START DATA SUPPLIED

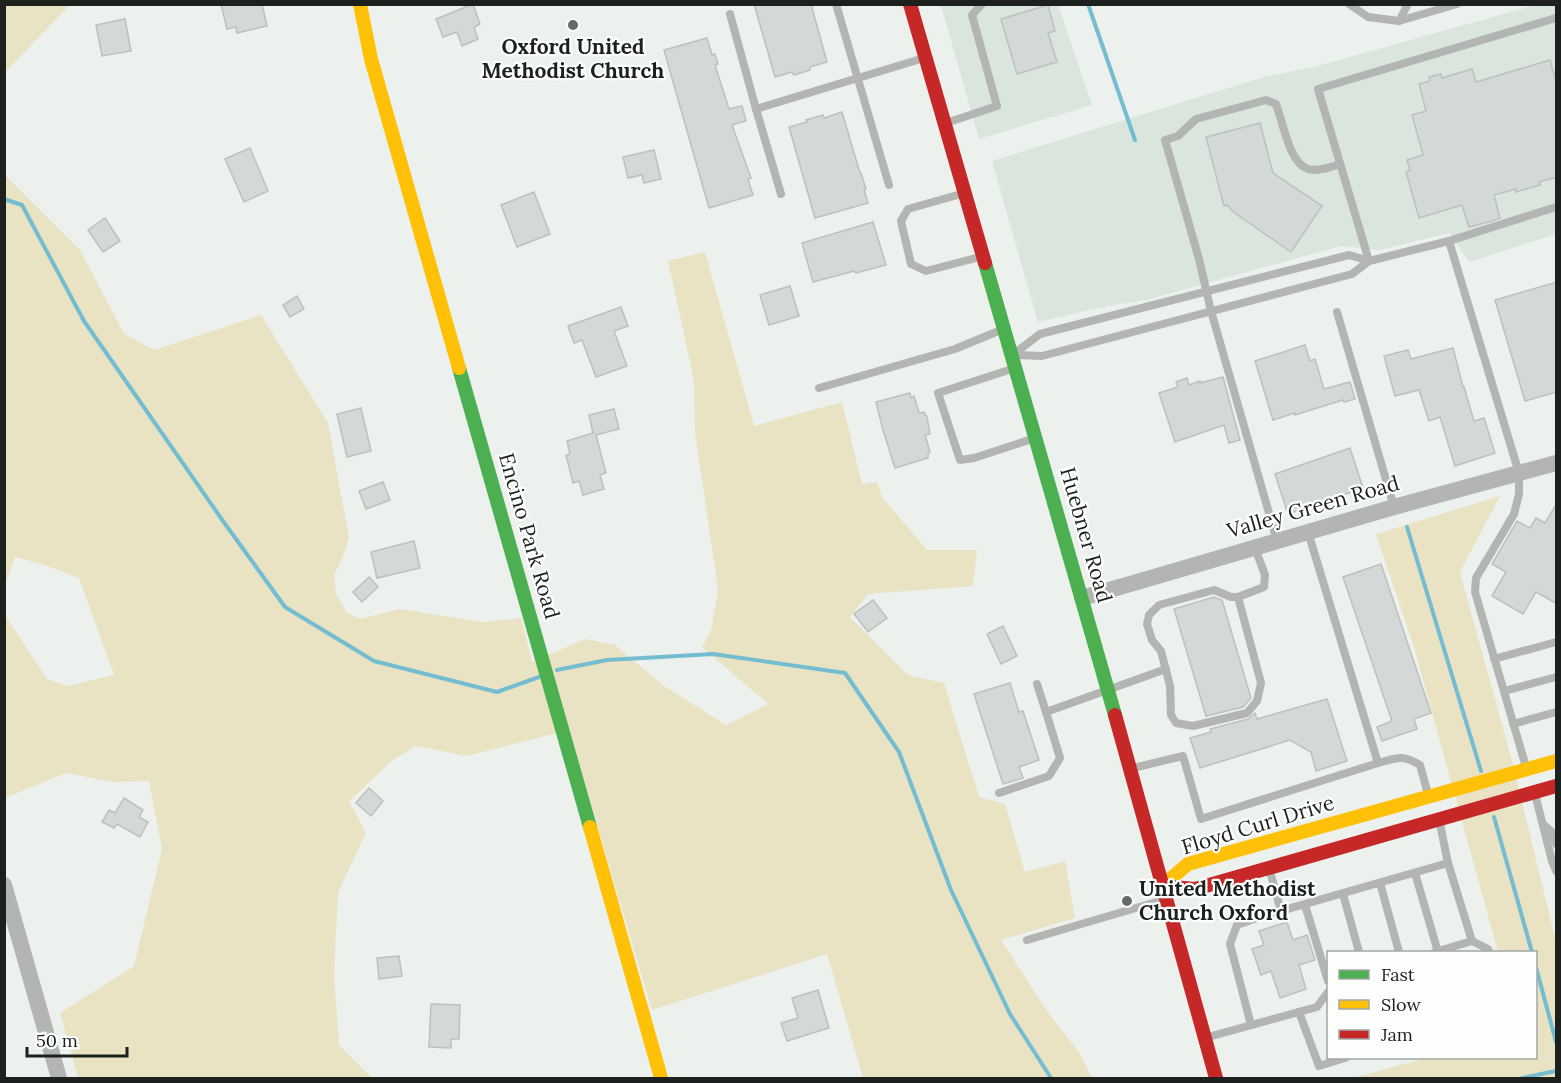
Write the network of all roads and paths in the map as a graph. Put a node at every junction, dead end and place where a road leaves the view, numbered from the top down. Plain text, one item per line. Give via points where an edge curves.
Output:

END DATA SUPPLIED
START DATA SUPPLIED

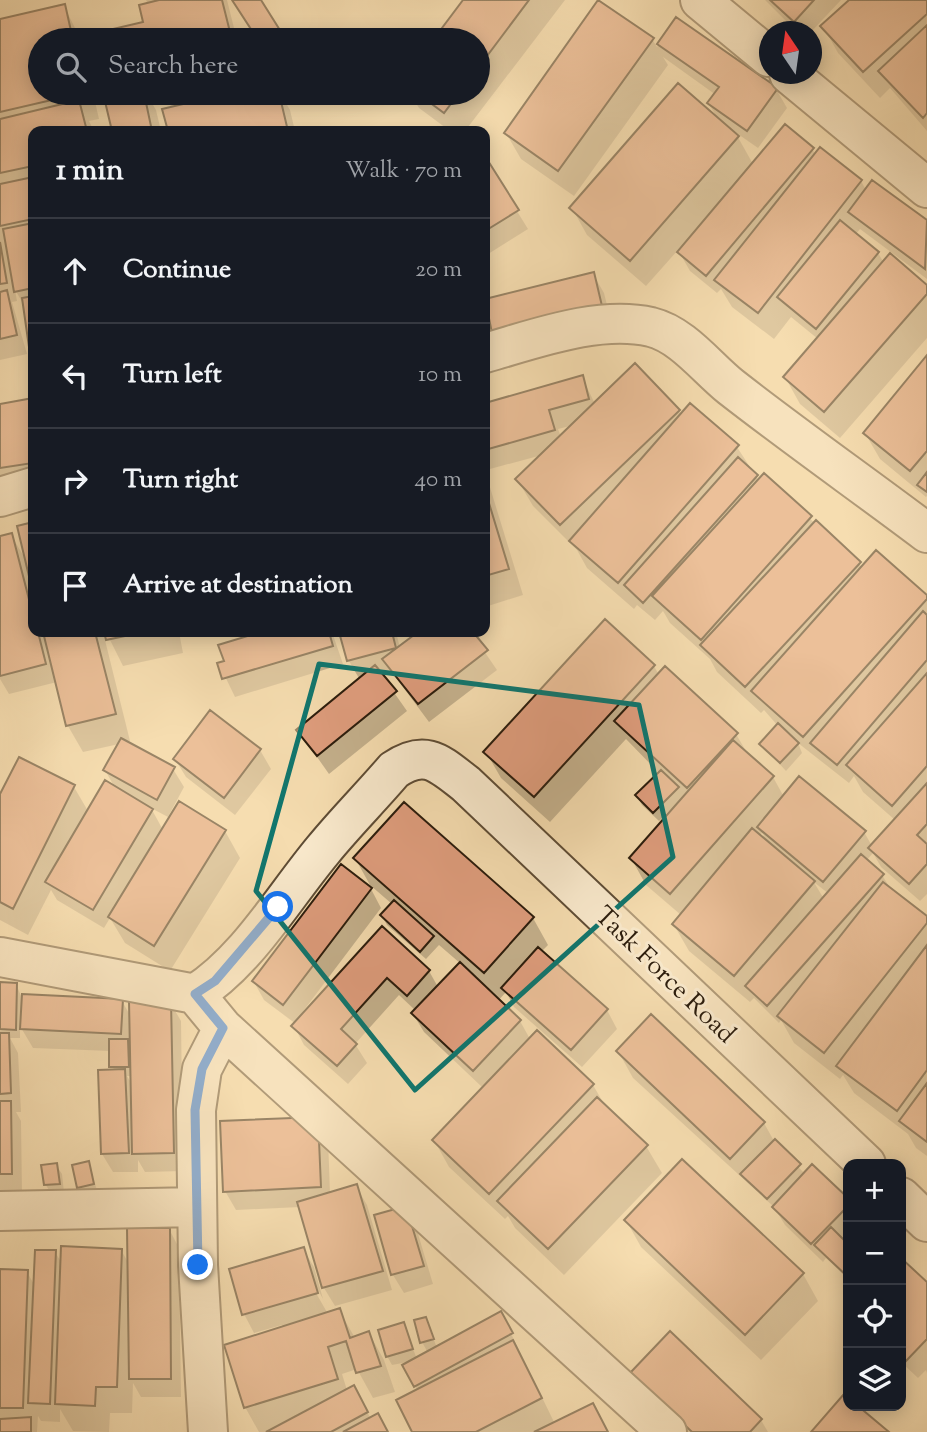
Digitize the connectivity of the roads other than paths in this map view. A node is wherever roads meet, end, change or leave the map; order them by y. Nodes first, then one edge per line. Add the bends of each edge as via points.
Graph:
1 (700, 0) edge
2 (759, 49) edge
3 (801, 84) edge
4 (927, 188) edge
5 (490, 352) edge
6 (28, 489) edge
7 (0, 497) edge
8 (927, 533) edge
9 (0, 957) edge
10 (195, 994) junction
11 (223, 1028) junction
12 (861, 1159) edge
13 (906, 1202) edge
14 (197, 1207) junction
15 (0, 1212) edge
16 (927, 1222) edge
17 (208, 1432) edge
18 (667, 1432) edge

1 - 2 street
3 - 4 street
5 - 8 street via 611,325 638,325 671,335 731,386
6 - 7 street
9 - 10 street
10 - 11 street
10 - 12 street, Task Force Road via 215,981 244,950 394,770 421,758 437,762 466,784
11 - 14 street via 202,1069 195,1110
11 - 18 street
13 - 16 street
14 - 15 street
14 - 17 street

END DATA SUPPLIED

=== THE TASK ===
Report every line of the material above in which "roads" appears.

=== WRITTEN ANSWER ===
Write the network of all roads and paths in the map as a graph. Put a node at every junction, dead end and place where a road leaves the view, numbered from the top down. Plain text, one item per line. Give via points where an edge curves.
Digitize the connectivity of the roads other than paths in this map view. A node is wherever roads meet, end, change or leave the map; order them by y. Nodes first, then one edge per line. Add the bends of each edge as via points.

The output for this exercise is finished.